- Opening Delimiter -

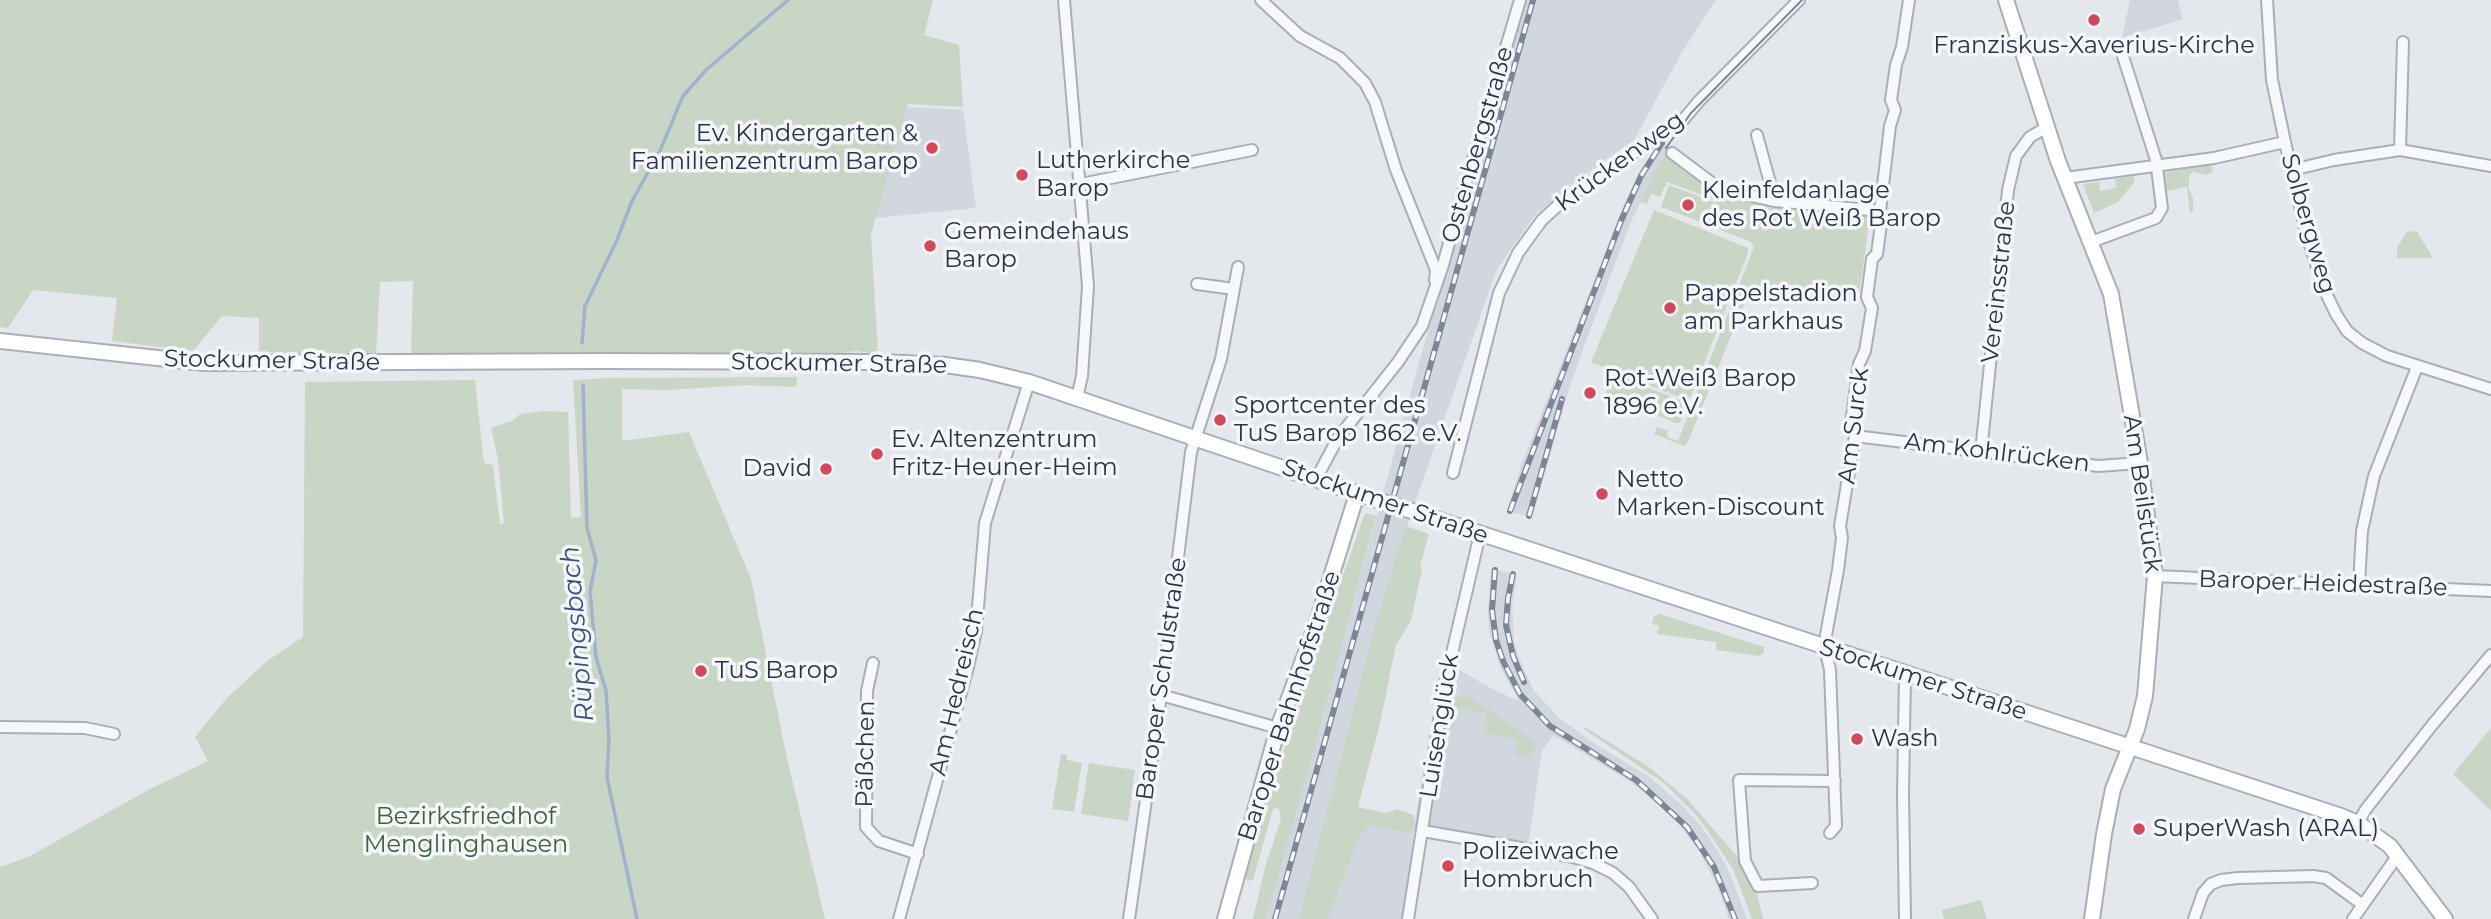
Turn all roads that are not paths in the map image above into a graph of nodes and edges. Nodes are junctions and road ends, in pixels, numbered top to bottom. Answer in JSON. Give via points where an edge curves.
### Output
{"nodes":[{"id":1,"x":1064,"y":0,"type":"edge"},
{"id":2,"x":1261,"y":0,"type":"edge"},
{"id":3,"x":1520,"y":0,"type":"edge"},
{"id":4,"x":1799,"y":0,"type":"edge"},
{"id":5,"x":1909,"y":0,"type":"edge"},
{"id":6,"x":2006,"y":0,"type":"edge"},
{"id":7,"x":2267,"y":0,"type":"edge"},
{"id":8,"x":2403,"y":42,"type":"dead end"},
{"id":9,"x":2121,"y":50,"type":"dead end"},
{"id":10,"x":2047,"y":127,"type":"junction"},
{"id":11,"x":1756,"y":135,"type":"dead end"},
{"id":12,"x":2285,"y":142,"type":"junction"},
{"id":13,"x":1252,"y":150,"type":"dead end"},
{"id":14,"x":2400,"y":150,"type":"junction"},
{"id":15,"x":1672,"y":153,"type":"dead end"},
{"id":16,"x":2491,"y":166,"type":"edge"},
{"id":17,"x":2157,"y":167,"type":"junction"},
{"id":18,"x":2292,"y":170,"type":"junction"},
{"id":19,"x":2065,"y":178,"type":"junction"},
{"id":20,"x":1081,"y":184,"type":"junction"},
{"id":21,"x":1775,"y":201,"type":"junction"},
{"id":22,"x":1880,"y":211,"type":"junction"},
{"id":23,"x":2091,"y":243,"type":"junction"},
{"id":24,"x":1238,"y":267,"type":"dead end"},
{"id":25,"x":1196,"y":284,"type":"dead end"},
{"id":26,"x":1234,"y":289,"type":"junction"},
{"id":27,"x":1434,"y":290,"type":"junction"},
{"id":28,"x":0,"y":341,"type":"edge"},
{"id":29,"x":2417,"y":367,"type":"junction"},
{"id":30,"x":1029,"y":382,"type":"junction"},
{"id":31,"x":2491,"y":389,"type":"edge"},
{"id":32,"x":1077,"y":398,"type":"junction"},
{"id":33,"x":1855,"y":436,"type":"junction"},
{"id":34,"x":1194,"y":438,"type":"junction"},
{"id":35,"x":1980,"y":452,"type":"junction"},
{"id":36,"x":2140,"y":463,"type":"junction"},
{"id":37,"x":1452,"y":473,"type":"dead end"},
{"id":38,"x":1316,"y":479,"type":"junction"},
{"id":39,"x":1357,"y":494,"type":"junction"},
{"id":40,"x":1480,"y":534,"type":"junction"},
{"id":41,"x":2155,"y":576,"type":"junction"},
{"id":42,"x":2359,"y":585,"type":"junction"},
{"id":43,"x":2491,"y":591,"type":"edge"},
{"id":44,"x":1825,"y":648,"type":"junction"},
{"id":45,"x":2491,"y":655,"type":"edge"},
{"id":46,"x":873,"y":663,"type":"dead end"},
{"id":47,"x":1905,"y":674,"type":"junction"},
{"id":48,"x":1161,"y":695,"type":"junction"},
{"id":49,"x":0,"y":727,"type":"edge"},
{"id":50,"x":1278,"y":728,"type":"junction"},
{"id":51,"x":114,"y":734,"type":"dead end"},
{"id":52,"x":2129,"y":747,"type":"junction"},
{"id":53,"x":1835,"y":781,"type":"junction"},
{"id":54,"x":2358,"y":823,"type":"junction"},
{"id":55,"x":1423,"y":831,"type":"junction"},
{"id":56,"x":1830,"y":833,"type":"dead end"},
{"id":57,"x":918,"y":854,"type":"junction"},
{"id":58,"x":2398,"y":855,"type":"junction"},
{"id":59,"x":1812,"y":883,"type":"dead end"},
{"id":60,"x":2363,"y":905,"type":"junction"},
{"id":61,"x":899,"y":919,"type":"edge"},
{"id":62,"x":1129,"y":919,"type":"edge"},
{"id":63,"x":1225,"y":919,"type":"edge"},
{"id":64,"x":1408,"y":919,"type":"edge"},
{"id":65,"x":1652,"y":919,"type":"edge"},
{"id":66,"x":1905,"y":919,"type":"edge"},
{"id":67,"x":2092,"y":919,"type":"edge"},
{"id":68,"x":2194,"y":919,"type":"edge"},
{"id":69,"x":2353,"y":919,"type":"edge"},
{"id":70,"x":2445,"y":919,"type":"edge"}],
"edges":[{"from":1,"to":20,"type":"street"},
{"from":2,"to":27,"type":"street","name":"Ostenbergstraße","via":[[1300,36],[1340,58],[1365,83],[1436,270]]},
{"from":3,"to":27,"type":"street","name":"Ostenbergstraße"},
{"from":4,"to":37,"type":"street","name":"Krückenweg","via":[[1683,120],[1565,199],[1542,220],[1518,253],[1499,293]]},
{"from":5,"to":22,"type":"street","name":"Am Surck","via":[[1894,77],[1891,100],[1895,110]]},
{"from":6,"to":10,"type":"main road","name":"Am Beilstück"},
{"from":7,"to":12,"type":"street","name":"Solbergweg","via":[[2272,80]]},
{"from":8,"to":14,"type":"street"},
{"from":9,"to":17,"type":"street"},
{"from":10,"to":19,"type":"main road","name":"Am Beilstück"},
{"from":10,"to":35,"type":"street","name":"Vereinsstraße","via":[[2030,137],[2016,156],[2008,190]]},
{"from":11,"to":21,"type":"street"},
{"from":12,"to":17,"type":"street"},
{"from":12,"to":18,"type":"street","name":"Solbergweg"},
{"from":13,"to":20,"type":"street"},
{"from":14,"to":16,"type":"street"},
{"from":14,"to":18,"type":"street"},
{"from":15,"to":21,"type":"street","via":[[1720,189]]},
{"from":17,"to":19,"type":"street"},
{"from":17,"to":23,"type":"street","via":[[2162,208],[2156,218]]},
{"from":18,"to":29,"type":"street","name":"Solbergweg","via":[[2307,236],[2336,314],[2362,343]]},
{"from":19,"to":23,"type":"main road","name":"Am Beilstück"},
{"from":20,"to":32,"type":"street","via":[[1088,286]]},
{"from":21,"to":22,"type":"street"},
{"from":22,"to":33,"type":"street","name":"Am Surck","via":[[1867,297],[1872,308],[1851,424]]},
{"from":23,"to":36,"type":"main road","name":"Am Beilstück","via":[[2111,294]]},
{"from":24,"to":26,"type":"street","name":"Baroper Schulstraße"},
{"from":25,"to":26,"type":"street"},
{"from":26,"to":34,"type":"street","name":"Baroper Schulstraße","via":[[1221,359]]},
{"from":27,"to":38,"type":"street","name":"Ostenbergstraße","via":[[1422,326],[1338,438]]},
{"from":28,"to":30,"type":"main road","name":"Stockumer Straße","via":[[204,363],[905,362],[969,368]]},
{"from":29,"to":31,"type":"street","name":"Solbergweg"},
{"from":29,"to":42,"type":"street","via":[[2374,476],[2362,531]]},
{"from":30,"to":32,"type":"main road","name":"Stockumer Straße"},
{"from":30,"to":57,"type":"street","name":"Am Hedreisch","via":[[985,523],[976,631]]},
{"from":32,"to":34,"type":"main road","name":"Stockumer Straße"},
{"from":33,"to":35,"type":"street","name":"Am Kohlrücken"},
{"from":33,"to":44,"type":"street","name":"Am Surck"},
{"from":34,"to":38,"type":"main road","name":"Stockumer Straße"},
{"from":34,"to":48,"type":"street","name":"Baroper Schulstraße"},
{"from":35,"to":36,"type":"street","name":"Am Kohlrücken","via":[[2098,466]]},
{"from":36,"to":41,"type":"main road","name":"Am Beilstück"},
{"from":38,"to":39,"type":"main road","name":"Stockumer Straße"},
{"from":39,"to":40,"type":"main road","name":"Stockumer Straße","bridge":true},
{"from":39,"to":50,"type":"main road","name":"Baroper Bahnhofstraße"},
{"from":40,"to":44,"type":"main road","name":"Stockumer Straße"},
{"from":40,"to":55,"type":"street","name":"Luisenglück","via":[[1449,662]]},
{"from":41,"to":42,"type":"street","name":"Baroper Heidestraße"},
{"from":41,"to":52,"type":"main road","name":"Am Beilstück","via":[[2145,696]]},
{"from":42,"to":43,"type":"street","name":"Baroper Heidestraße"},
{"from":44,"to":47,"type":"main road","name":"Stockumer Straße"},
{"from":44,"to":53,"type":"street","name":"Am Surck"},
{"from":45,"to":54,"type":"street"},
{"from":46,"to":57,"type":"street","name":"Päßchen","via":[[867,691],[866,827],[880,841]]},
{"from":47,"to":52,"type":"main road","name":"Stockumer Straße"},
{"from":47,"to":66,"type":"street"},
{"from":48,"to":50,"type":"street"},
{"from":48,"to":62,"type":"street","name":"Baroper Schulstraße"},
{"from":49,"to":51,"type":"street","via":[[85,728]]},
{"from":50,"to":63,"type":"main road","name":"Baroper Bahnhofstraße"},
{"from":52,"to":54,"type":"main road","name":"Stockumer Straße"},
{"from":52,"to":67,"type":"main road","name":"Am Beilstück","via":[[2106,817]]},
{"from":53,"to":56,"type":"street","name":"Am Surck","via":[[1836,826]]},
{"from":53,"to":59,"type":"street","via":[[1740,780],[1745,860],[1758,886]]},
{"from":54,"to":58,"type":"main road","name":"Stockumer Straße"},
{"from":55,"to":64,"type":"street","name":"Luisenglück"},
{"from":55,"to":65,"type":"street","via":[[1593,863],[1629,887]]},
{"from":57,"to":61,"type":"street","name":"Am Hedreisch"},
{"from":58,"to":60,"type":"street"},
{"from":58,"to":70,"type":"main road","name":"Stockumer Straße"},
{"from":60,"to":68,"type":"street","via":[[2326,878],[2238,878],[2211,884]]},
{"from":60,"to":69,"type":"street"}]}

- Closing Delimiter -

- TASK PROMPT: Read the entries and pick out all lines that include the word "Hedreisch".

- OUTPUT BELOW:
{"from":30,"to":57,"type":"street","name":"Am Hedreisch","via":[[985,523],[976,631]]},
{"from":57,"to":61,"type":"street","name":"Am Hedreisch"},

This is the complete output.